The goal of my research is to understand the mechanisms by how proteins transmit signals from biological membranes. Our approach uses biophysical and biochemical methods such as NMR spectroscopy, circular dichroism, and isothermal titration calorimetry, and GST-pull down assays. With these tools, we characterize protein:protein interactions and ligand binding pockets as well as identify and quantify differences in small molecules that allow a cell to proliferate and to communicate with neighboring cells.
Role of the EH Domain in Endocytosis and Cellular Proliferation
The movement of molecules to and from the surface of a cell is fundamental to many biological processes including glucose uptake, fertilization, cholesterol metabolism, and cellular signaling. These vesicle-mediated sorting and cellular remodeling mechanisms are mediated in part by interactions between proteins containing EH domains and proteins containing asparagine-proline-phenylalanine (NPF) sequences. The human genome encodes 17 EH domains contained in 11 proteins, and about twenty proteins contain NPF motifs that are available for interaction. Although all the EH domain-containing proteins are involved in vesicle trafficking, the factors that govern selectivity of NPF-containing partners are largely unknown. The gap in knowledge regarding the most likely EH domain/NPF partners is a problem as it prevents us from understanding the molecular interactions that guide the movement of proteins within a cell. For example, the EHD1 protein functions in the recycling of vesicles and thus plays an important role in cellular physiology by directing proteins such as the β1-integrins back to the cell surface as well as controlling the level of the GLUT4-glucose transporter present on the cell surface.

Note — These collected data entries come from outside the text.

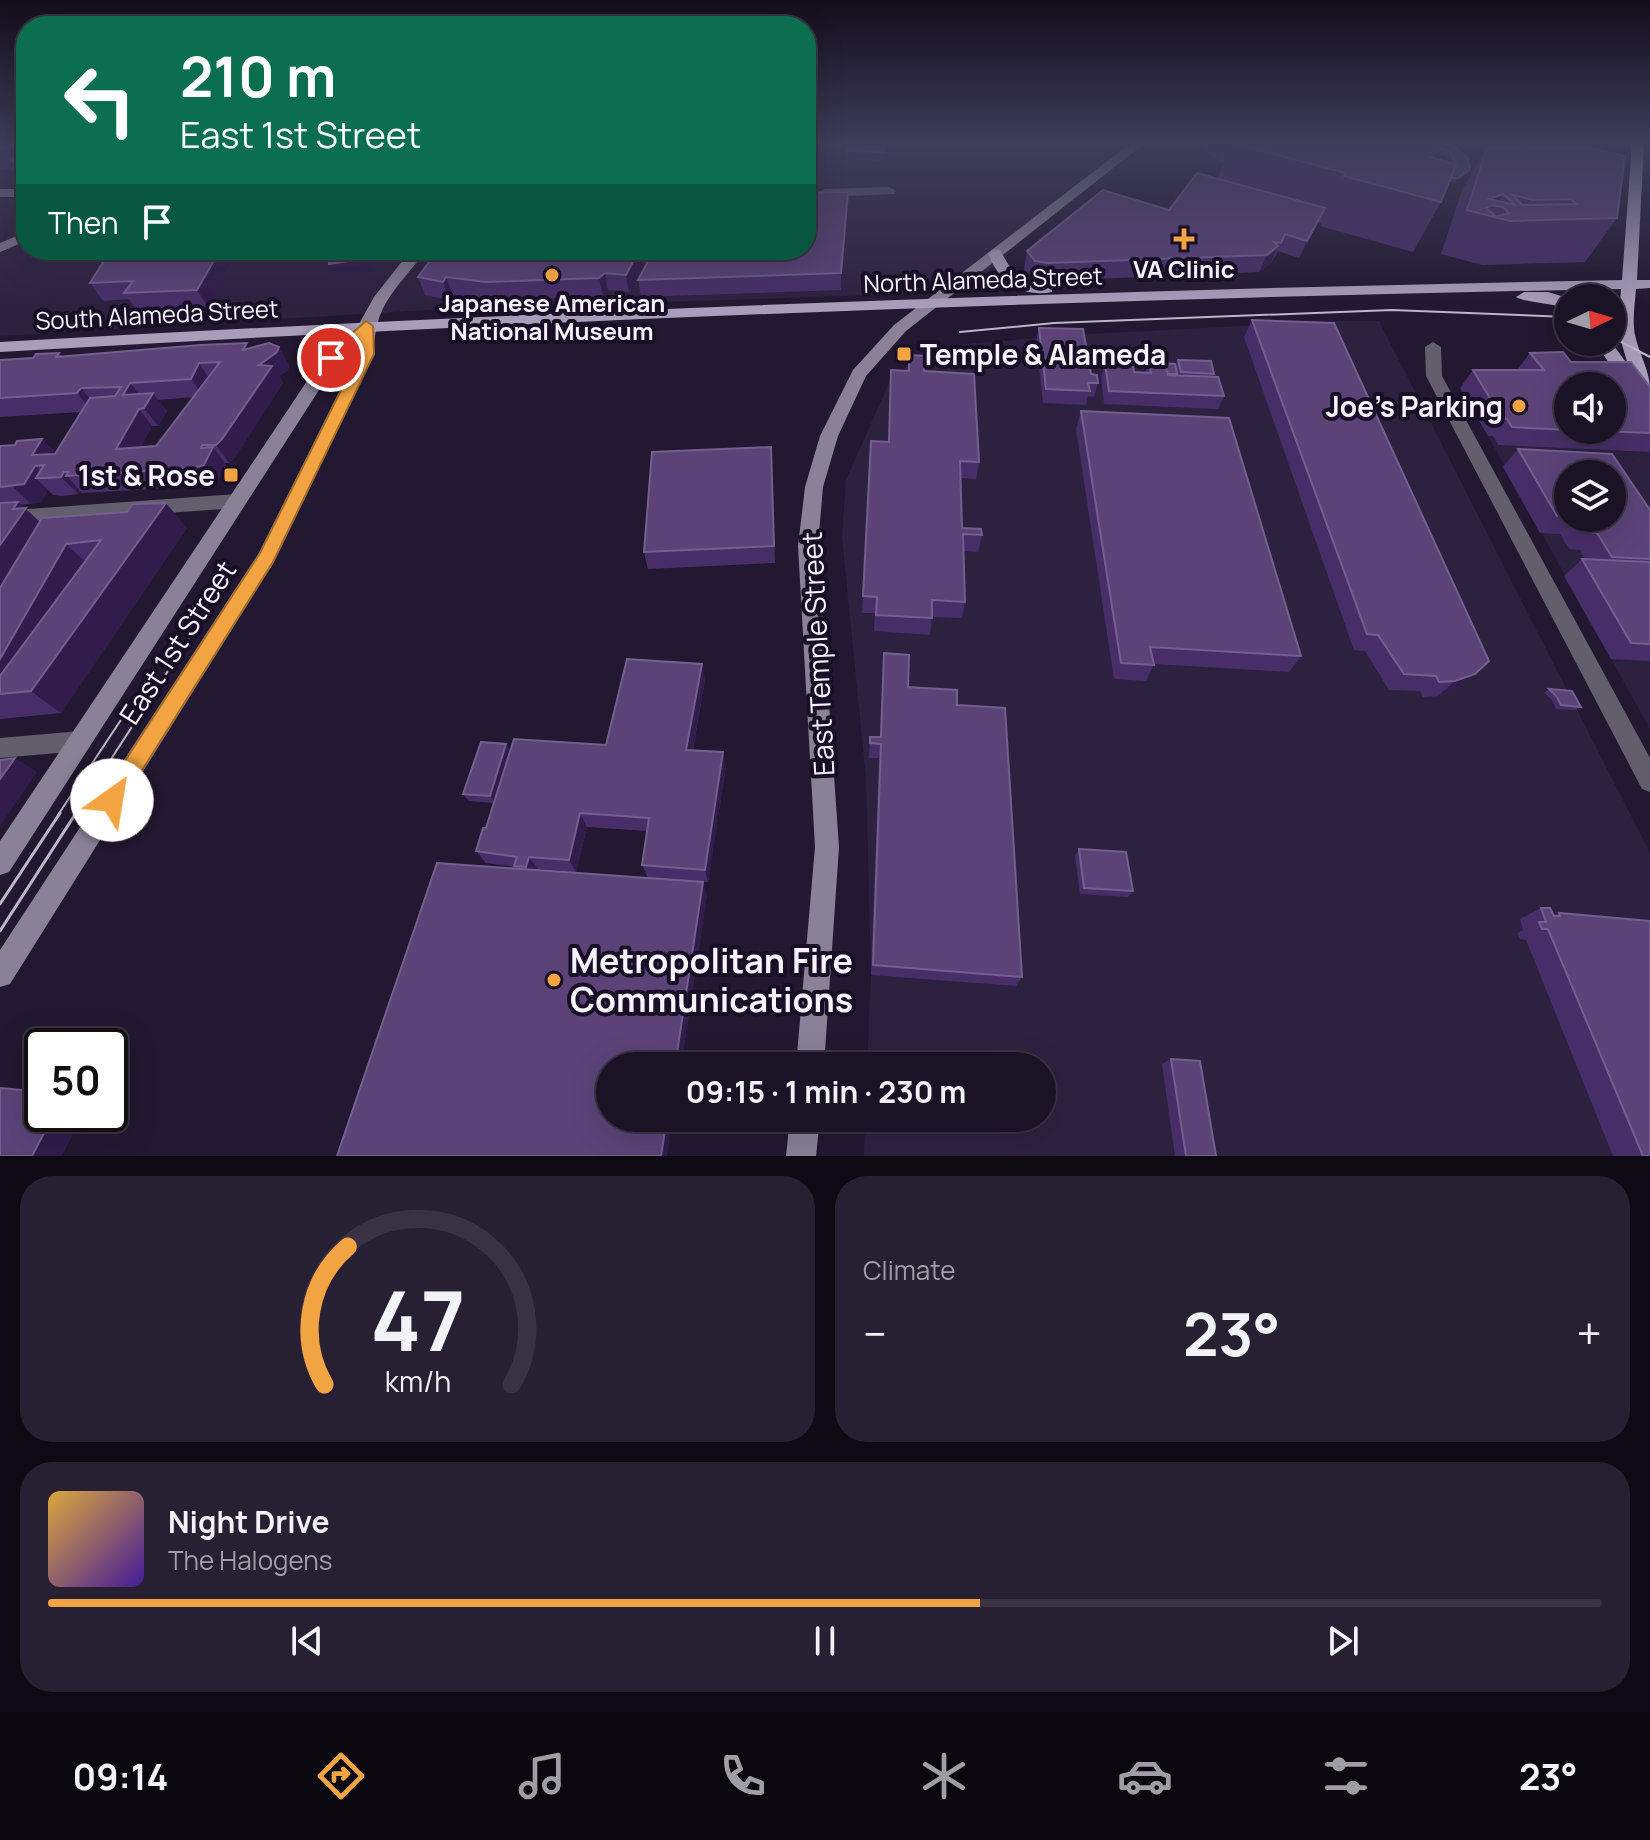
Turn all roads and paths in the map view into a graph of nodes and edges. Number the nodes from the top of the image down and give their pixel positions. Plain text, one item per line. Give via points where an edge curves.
1 (1068, 197) edge
2 (1634, 197) edge
3 (995, 253) junction
4 (411, 260) edge
5 (1632, 283) junction
6 (1650, 284) edge
7 (1409, 288) junction
8 (1090, 299) junction
9 (1554, 299) edge
10 (930, 304) junction
11 (366, 326) junction
12 (0, 347) edge
13 (1433, 347) dead end
14 (1613, 356) edge
15 (1648, 383) edge
16 (237, 501) junction
17 (0, 518) edge
18 (80, 741) junction
19 (0, 748) edge
20 (1650, 781) edge
21 (0, 863) edge
22 (0, 974) edge
23 (811, 1052) edge
24 (804, 1132) edge
25 (801, 1156) edge

1 - 3 main road, East Temple Street
2 - 5 main road
3 - 8 main road via 1003,274 1016,284
3 - 10 main road, East Temple Street
4 - 11 main road, East 1st Street
5 - 6 main road, North Alameda Street
5 - 7 main road, North Alameda Street
5 - 15 main road via 1626,331 1635,363
7 - 8 main road, North Alameda Street
7 - 9 main road via 1435,296
8 - 10 main road, North Alameda Street
10 - 11 main road, North Alameda Street
10 - 23 main road, East Temple Street via 859,374 836,417 814,487 808,546 827,847
11 - 12 main road, South Alameda Street
11 - 16 main road, East 1st Street via 331,358
11 - 22 main road, East 1st Street via 366,354 267,557
13 - 20 street via 1434,376
14 - 15 main road via 1621,368
16 - 17 street
16 - 18 main road, East 1st Street
18 - 19 street
18 - 21 main road, East 1st Street
24 - 25 main road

Likewise, the Eps15 protein is an accessory factor for the endocytosis of many proteins, such as the LDL receptor and the β1-integrins. Therefore, EH domain containing proteins affect communication of cells with the extracellular matrix, and the homeostasis of glucose and cholesterol within the cell.
Various complexes with EH domains are being characterized to understand specificity at the domain/NPF interface (Figure 1). Our data suggest new protein-protein partners that are being verified using co-localization, GST-pulldown, and coimmunoprecipitation experiments. In addition, the data have provided a basis for the design of EHD1-specific inhibitors that are being developed and characterized in collaboration with Dr. Joshua Kritzer in the Department of Chemistry (School of Arts and Sciences) and Dr. Addy Alt-Holland in the Department of Endodontics (School of Dental Medicine)
Figure 1. A model of the EHD1 EH domain bound to an inhibitory peptide. The model predicts that the domain uses positively charged residues (in blue) to contact negatively charged residues at the C-terminus of the NPF motif (Henry et al 2010 )
Another example is the EH domain-containing X-linked Reps2 (aka POB1) protein is part of a protein complex that directly interacts with a GTPase activating protein, RalBP1. Via RalBP1, Reps2 inhibits growth factor signaling and alters signaling molecules and drug efflux. Despite the importance of Reps2 in building the networks responsible for protein trafficking and signaling, we do not know how these proteins assemble. Such a lack of knowledge is a problem because without it we cannot understand key features of cellular function that, in the long term, may be manipulated for therapeutic purposes.
Characterization of small molecules in controlling cell fate
A second area of interest in the lab lies in using solution NMR methods to quantify chemical fingerprints of specific cellular processes, or metabolomics. The metabolome is the set of all metabolites in a tissue, or cell line, growth media, or other biofluid. NMR does not require separation prior to measurement, the sample can be recovered for further analyses, and the method is highly reproducible. NMR is also the basis for magnetic resonance spectroscopy, a procedure that can be added to MRI procedures that provides a non-invasive (without biopsy) biochemical readout of a tissue or organ.
The levels of many metabolites change in response to the changing needs of a cell. For example, many tumors show changes called the Warburg effect, and are characterized by higher glycolytic flux with increased biosynthesis of amino acids, lipids, and nucleic acids to provide for the increased proliferation demands of a tumor. In addition changes occur in the way that cells communicate with each other by the secretion of different metabolites. These changes in metabolites will also change in response to chemotherapy, often before structural changes in tissue are observed. Thus, metabolite levels may provide a valuable biomarker for treatment efficacy. Tumors are heterogeneous. Novel metabolic pathways include the production of 2-hydroxyglutarate in many glioblastomas and the dependence on asparagine exhibited in acute lymphoblastic leukemia (ALL). It is hypothesized the unique metabolic addictions will exist for many types of cancer, and more broadly, many different types of disease. We are currently investigating novel metabolic pathways in cancers of the skin, in collaboration with Dr. Alt-Holland, and in breast cancer, in collaboration with Dr. Amy Yee, Department of Biochemistry.
Figure 2. An example of a 1H NMR spectrum illustrating the complexity of molecules present and secreted into growth medium. The ppm scale indicates the resonance frequency that identifies a molecule; concentration is proportional to the height of the peak.